───── Records shown ─────

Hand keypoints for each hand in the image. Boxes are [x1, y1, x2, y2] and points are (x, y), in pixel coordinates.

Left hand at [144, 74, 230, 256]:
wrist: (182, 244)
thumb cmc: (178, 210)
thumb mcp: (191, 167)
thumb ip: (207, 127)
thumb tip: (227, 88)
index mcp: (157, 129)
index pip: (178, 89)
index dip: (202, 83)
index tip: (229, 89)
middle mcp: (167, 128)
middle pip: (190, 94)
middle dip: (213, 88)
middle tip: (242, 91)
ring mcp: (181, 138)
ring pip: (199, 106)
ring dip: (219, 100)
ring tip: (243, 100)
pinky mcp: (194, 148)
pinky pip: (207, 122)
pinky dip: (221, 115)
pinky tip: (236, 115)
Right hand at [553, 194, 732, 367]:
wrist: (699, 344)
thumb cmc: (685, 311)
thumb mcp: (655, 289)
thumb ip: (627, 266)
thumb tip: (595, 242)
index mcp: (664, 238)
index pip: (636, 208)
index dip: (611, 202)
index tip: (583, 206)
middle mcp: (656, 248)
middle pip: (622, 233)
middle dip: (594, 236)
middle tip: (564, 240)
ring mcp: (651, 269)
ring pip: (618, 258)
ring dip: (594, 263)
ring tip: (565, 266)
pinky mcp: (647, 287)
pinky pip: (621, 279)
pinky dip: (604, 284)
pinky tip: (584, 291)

─────
───── Records shown ─────

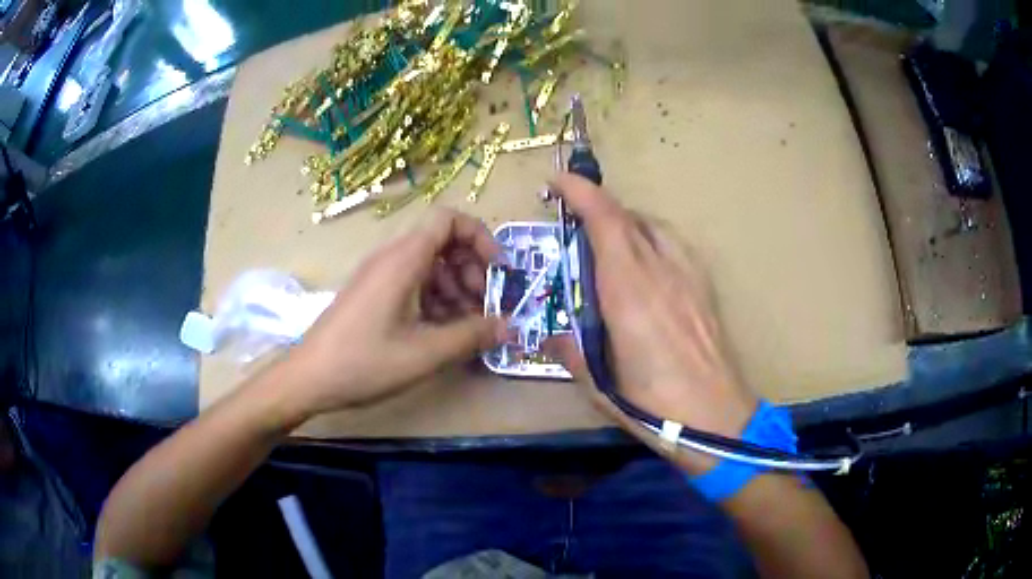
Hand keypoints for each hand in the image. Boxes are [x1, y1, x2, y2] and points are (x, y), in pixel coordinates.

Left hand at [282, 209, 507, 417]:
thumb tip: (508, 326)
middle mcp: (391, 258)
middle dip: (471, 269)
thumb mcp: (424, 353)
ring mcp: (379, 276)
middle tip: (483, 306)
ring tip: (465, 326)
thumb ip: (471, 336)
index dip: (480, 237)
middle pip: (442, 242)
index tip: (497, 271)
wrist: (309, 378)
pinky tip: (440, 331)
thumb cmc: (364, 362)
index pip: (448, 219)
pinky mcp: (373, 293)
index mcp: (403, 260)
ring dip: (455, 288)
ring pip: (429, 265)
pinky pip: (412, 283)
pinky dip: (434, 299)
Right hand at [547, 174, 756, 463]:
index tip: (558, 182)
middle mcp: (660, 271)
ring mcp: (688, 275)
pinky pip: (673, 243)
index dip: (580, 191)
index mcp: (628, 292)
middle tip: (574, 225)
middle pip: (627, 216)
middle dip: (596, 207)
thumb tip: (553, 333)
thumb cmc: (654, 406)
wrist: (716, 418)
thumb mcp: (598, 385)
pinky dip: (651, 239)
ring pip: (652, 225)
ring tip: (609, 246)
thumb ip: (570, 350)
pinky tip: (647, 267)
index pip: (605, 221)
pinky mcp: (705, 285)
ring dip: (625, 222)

─────

Your goal ->
Everything in the material above from the line that has "pinky mcp: (373, 293)" through the line that has "index dip: (580, 191)" must be duplicated exactly, with no other lines given.

Result of the task ->
pinky mcp: (373, 293)
index mcp: (403, 260)
ring dip: (455, 288)
ring pip: (429, 265)
pinky pip: (412, 283)
pinky dip: (434, 299)
Right hand at [547, 174, 756, 463]:
index tip: (558, 182)
middle mcp: (660, 271)
ring mcp: (688, 275)
pinky pip: (673, 243)
index dip: (580, 191)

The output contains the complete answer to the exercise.